6) The specific scenarios you work through in class are unlikely, sometimes vanishingly so. What is not unlikely is to have problems; problems happen, and in one week of post-class diving, we had everything from primary light failures to burst disc leaks. What was universally true was that, whatever the problem was, it was addressed in a calm and rational fashion, and appropriate action was taken almost without any significant thought on the part of the team.
I had taken Cavern and Intro through another agency before taking Cave 1, and I have to say that there was no comparison in the classes. My prior course was like Cave Fundies; we were presented with skills and executed them, but they were not integrated into the dive, there was no real problem-solving, and the concept of operating as a team was not even addressed. The sheer amount of information presented in this class was daunting but at the same time exhilarating; the standards to which we were held were sometimes discouraging but, in the end, clearly appropriate.
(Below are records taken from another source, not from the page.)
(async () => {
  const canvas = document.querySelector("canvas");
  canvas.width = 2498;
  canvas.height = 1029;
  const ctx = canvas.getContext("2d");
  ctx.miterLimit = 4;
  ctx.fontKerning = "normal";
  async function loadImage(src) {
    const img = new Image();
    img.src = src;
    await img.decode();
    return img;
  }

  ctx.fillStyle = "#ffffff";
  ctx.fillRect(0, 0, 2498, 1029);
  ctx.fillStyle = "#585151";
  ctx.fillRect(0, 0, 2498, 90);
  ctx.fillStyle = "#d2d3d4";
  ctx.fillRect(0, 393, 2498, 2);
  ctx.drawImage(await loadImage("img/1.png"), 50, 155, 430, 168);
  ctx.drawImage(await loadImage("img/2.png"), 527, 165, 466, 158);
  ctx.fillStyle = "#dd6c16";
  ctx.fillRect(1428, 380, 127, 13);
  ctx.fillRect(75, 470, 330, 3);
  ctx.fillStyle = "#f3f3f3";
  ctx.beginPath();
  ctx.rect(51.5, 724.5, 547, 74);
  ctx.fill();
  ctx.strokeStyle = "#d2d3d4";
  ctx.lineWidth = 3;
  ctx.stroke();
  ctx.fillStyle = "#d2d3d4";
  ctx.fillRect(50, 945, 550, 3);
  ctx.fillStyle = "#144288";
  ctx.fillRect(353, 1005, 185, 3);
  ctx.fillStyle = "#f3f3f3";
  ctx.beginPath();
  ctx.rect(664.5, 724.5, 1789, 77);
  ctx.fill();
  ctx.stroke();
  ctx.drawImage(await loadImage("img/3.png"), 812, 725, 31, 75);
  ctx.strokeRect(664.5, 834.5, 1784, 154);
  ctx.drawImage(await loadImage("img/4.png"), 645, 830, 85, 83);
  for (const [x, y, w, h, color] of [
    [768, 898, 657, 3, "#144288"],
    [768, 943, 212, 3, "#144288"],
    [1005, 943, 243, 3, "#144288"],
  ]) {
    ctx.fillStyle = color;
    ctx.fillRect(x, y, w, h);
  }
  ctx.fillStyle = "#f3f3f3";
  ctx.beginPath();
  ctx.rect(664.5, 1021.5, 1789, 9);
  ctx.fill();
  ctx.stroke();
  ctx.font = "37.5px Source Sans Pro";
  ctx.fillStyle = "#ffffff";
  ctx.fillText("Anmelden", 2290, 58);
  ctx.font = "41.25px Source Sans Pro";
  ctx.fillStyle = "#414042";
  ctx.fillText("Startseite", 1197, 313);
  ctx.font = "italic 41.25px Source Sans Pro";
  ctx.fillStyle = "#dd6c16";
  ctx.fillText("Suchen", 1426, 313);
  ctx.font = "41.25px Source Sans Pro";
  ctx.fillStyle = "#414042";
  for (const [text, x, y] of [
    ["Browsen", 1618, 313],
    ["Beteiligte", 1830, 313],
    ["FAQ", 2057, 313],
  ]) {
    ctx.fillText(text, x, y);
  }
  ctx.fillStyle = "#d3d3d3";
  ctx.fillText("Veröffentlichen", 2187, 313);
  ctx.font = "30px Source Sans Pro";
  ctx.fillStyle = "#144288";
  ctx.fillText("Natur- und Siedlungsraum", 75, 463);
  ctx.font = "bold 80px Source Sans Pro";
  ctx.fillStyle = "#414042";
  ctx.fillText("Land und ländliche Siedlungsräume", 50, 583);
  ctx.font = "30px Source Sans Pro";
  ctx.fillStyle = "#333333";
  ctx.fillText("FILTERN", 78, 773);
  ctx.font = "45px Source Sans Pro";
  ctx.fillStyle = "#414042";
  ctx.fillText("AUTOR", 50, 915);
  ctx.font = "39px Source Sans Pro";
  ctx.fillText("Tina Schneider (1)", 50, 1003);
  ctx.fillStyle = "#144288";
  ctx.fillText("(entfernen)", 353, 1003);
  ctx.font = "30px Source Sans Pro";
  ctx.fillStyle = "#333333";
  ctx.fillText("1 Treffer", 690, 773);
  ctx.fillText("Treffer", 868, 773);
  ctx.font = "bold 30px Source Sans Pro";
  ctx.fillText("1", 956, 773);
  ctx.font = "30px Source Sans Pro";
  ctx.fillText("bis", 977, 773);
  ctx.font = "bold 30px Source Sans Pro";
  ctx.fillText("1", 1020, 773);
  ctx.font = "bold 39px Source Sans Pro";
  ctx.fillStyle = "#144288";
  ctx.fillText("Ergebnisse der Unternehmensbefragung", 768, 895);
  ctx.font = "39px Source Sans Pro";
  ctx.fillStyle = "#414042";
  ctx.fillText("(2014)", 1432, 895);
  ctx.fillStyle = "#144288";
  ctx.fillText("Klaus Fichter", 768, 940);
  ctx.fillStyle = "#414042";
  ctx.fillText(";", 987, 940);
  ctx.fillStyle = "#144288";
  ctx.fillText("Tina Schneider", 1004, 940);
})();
The best evaluation of the class was the week of diving we did after it was over. We dove caves we knew, and caves which were new to us, and we dove with more experienced buddies and without them. We encountered various difficulties, and had some uneventful dives, and through it all, we remained methodical and calm and amazed at the beauty of the environment into which we now had entry. No class creates a diver, but a good one can graduate someone who is ready to allow appropriate experience to begin to build real skill, and I think we walked out of Cave 1 with what we needed to be safe and to enjoy ourselves, while we are learning to be cave divers.